I strategically chose to do this during my finals week for school knowing that it would open up some free time for me to focus on my studies. I've already cut back so much on instagram stories and even sticking to my schedule of posting once a day since starting my Masters program but not having any commitment to content creation was extremely rejuvenating and refreshing. I got more out of this week off than I even expected...
- In the first day, I noticed how often I open the app and it was ABSURD. Pretty much every time I pick up my phone I would open it, purely out of habit. That right there said a lot to me. I would open it when I woke up, before bed, and in between doing different things such as random chores around the house. It was as if it was my reward for finishing something (like the dishes). I also noticed that I relied on it to help me wake up in the morning. After my alarm went off, I used instagram as a crutch to keep me from snoozing because I knew it would excite me. Although this isn't necessarily a horrible tactic for getting out of bed, it also just doesn't feel natural to start your day with social media being the first thing you see.

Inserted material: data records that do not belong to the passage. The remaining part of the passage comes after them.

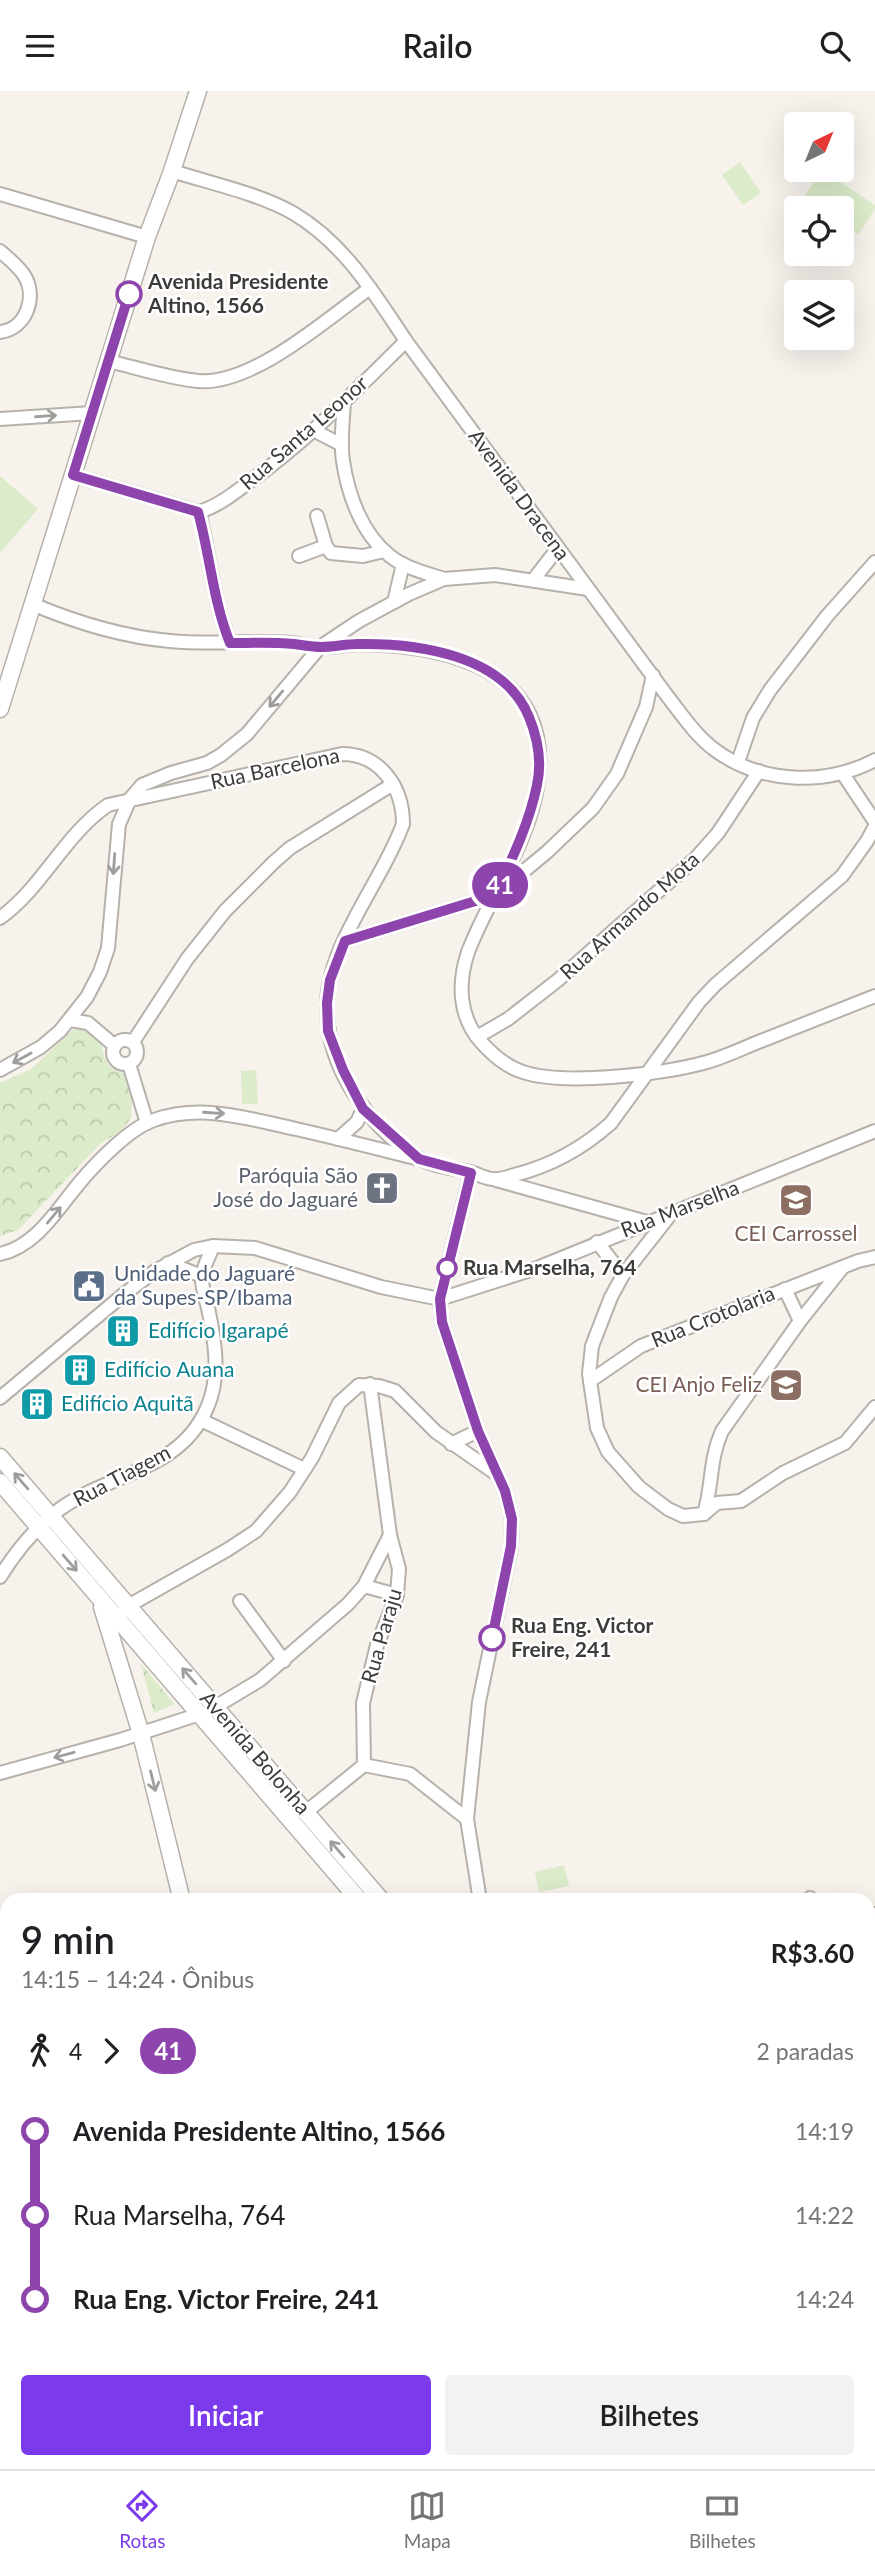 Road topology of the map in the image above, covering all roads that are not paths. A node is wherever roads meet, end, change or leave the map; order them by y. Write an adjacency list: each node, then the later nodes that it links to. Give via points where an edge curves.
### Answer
1 (198, 91): 2 (main road)
2 (172, 171): 4 (main road); 6 (street, Avenida Dracena, via 293,213 334,245)
3 (0, 194): 4 (street)
4 (147, 237): 9 (main road)
5 (0, 251): 7 (street, via 24,274 29,299 21,323)
6 (370, 288): 8 (street, Avenida Dracena); 9 (street, via 278,355 234,376 199,381)
7 (0, 332)
8 (406, 341): 10 (street, Rua Santa Leonor); 19 (street, Avenida Dracena)
9 (108, 361): 11 (main road)
10 (344, 402): 13 (street, Rua Santa Leonor); 14 (street)
11 (92, 413): 12 (street, one-way to 11); 15 (main road)
12 (0, 419)
13 (313, 430): 14 (street); 16 (street, Rua Santa Leonor, via 272,466 214,507)
14 (342, 445): 20 (street, via 359,516)
15 (73, 475): 16 (street); 28 (main road)
16 (198, 512): 29 (street)
17 (317, 516): 18 (street)
18 (326, 546): 20 (street, via 336,555); 21 (street)
19 (558, 548): 25 (street); 26 (street, Avenida Dracena)
20 (384, 551): 23 (street)
21 (299, 556)
22 (875, 562): 36 (street, via 770,690 753,718)
23 (403, 564): 24 (street); 27 (street)
24 (444, 579): 25 (street, via 495,575); 27 (street)
25 (534, 579): 26 (street)
26 (588, 589): 33 (street, Avenida Dracena)
27 (394, 602): 32 (street)
28 (32, 604): 30 (street, via 132,635); 34 (main road)
29 (220, 617): 30 (street); 31 (street)
30 (209, 643): 31 (street)
31 (230, 643): 32 (street)
32 (320, 647): 40 (street, one-way to 40, via 233,746 207,763 149,781); 42 (street, via 358,644 437,652 481,666 520,696 538,743 538,784 520,841)
33 (653, 675): 36 (street, Avenida Dracena, via 701,737); 42 (street, via 634,737 602,796 575,828)
34 (0, 709)
35 (875, 760): 38 (street, Avenida Dracena)
36 (738, 762): 37 (street, Avenida Dracena)
37 (760, 771): 38 (street, Avenida Dracena, via 792,779); 47 (street, Rua Armando Mota, via 695,859 558,980)
38 (843, 774): 41 (street)
39 (393, 784): 40 (street, Rua Barcelona, via 364,756 342,754); 44 (street, Rua Barcelona, via 403,824); 48 (street, via 274,862 225,911 187,959)
40 (130, 799): 43 (street, Rua Barcelona, via 97,813); 46 (street, one-way to 46, via 116,838 104,961)
41 (875, 824): 52 (street, via 842,876 699,1002)
42 (495, 895): 44 (street); 47 (street, via 462,970 462,1001)
43 (0, 918)
44 (345, 941): 53 (street, Rua Barcelona, via 330,980 328,1031)
45 (875, 996): 52 (street, via 707,1062)
46 (70, 1020): 49 (street, via 88,1023); 51 (street, one-way to 51, via 41,1047)
47 (477, 1037): 52 (street, via 496,1058 534,1075 575,1079)
48 (133, 1042): 49 (street, via 123,1040); 50 (street, via 138,1055)
49 (115, 1045): 50 (street, via 116,1061)
50 (129, 1064): 54 (street)
51 (0, 1070)
52 (650, 1072): 59 (street, via 611,1123 592,1139 544,1167)
53 (363, 1109): 56 (street, via 357,1122); 57 (street, Rua Barcelona)
54 (148, 1123): 56 (street, one-way to 56, via 215,1112); 64 (street, one-way to 54, via 32,1238 95,1166)
55 (875, 1131): 60 (street, Rua Marselha)
56 (338, 1139): 57 (street)
57 (419, 1159): 58 (street, Rua Barcelona)
58 (471, 1173): 59 (street, Rua Barcelona); 71 (street)
59 (495, 1180): 61 (street, Rua Barcelona)
60 (670, 1215): 61 (street, Rua Marselha); 68 (street)
61 (648, 1222): 62 (street, Rua Marselha)
62 (597, 1242): 68 (street); 71 (street, Rua Marselha, via 537,1268)
63 (213, 1246): 66 (street, Rua Marselha); 69 (street); 71 (street, Rua Marselha, via 255,1248 382,1287)
64 (0, 1254)
65 (875, 1257): 67 (street, Rua Crotolaria)
66 (168, 1263): 69 (street); 75 (street, Rua Marselha)
67 (843, 1267): 70 (street, Rua Crotolaria); 72 (street)
68 (624, 1275): 73 (street, via 592,1346)
69 (202, 1276): 77 (street, Rua Tiagem, via 216,1365 212,1395)
70 (785, 1289): 72 (street); 73 (street, Rua Crotolaria, via 641,1346)
71 (440, 1299): 78 (street, via 442,1322)
72 (800, 1321): 84 (street, via 722,1431)
73 (590, 1381): 84 (street, via 597,1428 614,1461 668,1509 683,1516)
74 (370, 1384): 79 (street, via 395,1391); 81 (street, via 354,1387 339,1403); 86 (street, Rua Paraju)
75 (0, 1398)
76 (875, 1407): 84 (street, via 845,1443 783,1473 741,1501 717,1503)
77 (201, 1420): 81 (street); 85 (street, Rua Tiagem, via 164,1458 100,1486)
78 (478, 1431): 79 (street); 82 (street)
79 (451, 1444): 82 (street)
80 (0, 1457): 85 (main road, Avenida Bolonha, one-way to 80)
81 (304, 1469): 91 (street, via 281,1505 256,1531)
82 (495, 1473): 100 (street, via 512,1519 511,1546 479,1702)
83 (0, 1482): 85 (main road, Avenida Bolonha)
84 (704, 1514)
85 (46, 1522): 87 (street, Rua Tiagem); 91 (main road, Avenida Bolonha); 92 (main road, Avenida Bolonha, one-way to 92)
86 (390, 1535): 88 (street); 89 (street, Rua Paraju, via 399,1569)
87 (0, 1577)
88 (364, 1586): 89 (street); 93 (street)
89 (397, 1595): 97 (street, Rua Paraju, via 377,1645 363,1703)
90 (240, 1601): 93 (street)
91 (128, 1606): 92 (street); 94 (main road, Avenida Bolonha, one-way to 91)
92 (115, 1625): 95 (main road, Avenida Bolonha); 96 (main road)
93 (284, 1661): 94 (street)
94 (215, 1707): 99 (main road, Avenida Bolonha)
95 (200, 1714): 96 (street); 102 (main road, Avenida Bolonha)
96 (141, 1734): 98 (street, one-way to 98); 101 (main road, one-way to 101)
97 (364, 1765): 99 (street); 100 (street, via 410,1775)
98 (0, 1773)
99 (306, 1812): 103 (main road, Avenida Bolonha, one-way to 99)
100 (467, 1819): 104 (street)
101 (180, 1893)
102 (353, 1893)
103 (375, 1893)
104 (479, 1893)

- I was present in my conversations with people (not thinking about other things or about ideas for a potential post). Even at random places such as on line at the grocery store, I was conversational with the checkout person instead of checking my phone.
- My creative juices were flowing. After finishing a final exam one day, I was leisurely biking around the neighborhood with no destination (something I would never have time to do or even think to do) and was in the moment - noticing houses I've never seen before, smelling the river and fresh cut grass etc., when I decided that with my extra time I was going to bike up to the beach. Although the beach is only 3 miles away, it hadn't crossed my mind once any other time all summer to do this. I'm not sure if it was because a lack of time or because my mind creatively wasn't thinking of new experiences but it ended up being the most relaxing ride over, the most peaceful time reading a book at the beach without checking my phone, and lead to the idea for Bryan and I to bike up for sunrise in the morning before work which we've been doing a few times a week ever since. I truly think that if I did not take this hiatus, we wouldn't be having these special sunrise rides to the beach because my mind would have been cluttered.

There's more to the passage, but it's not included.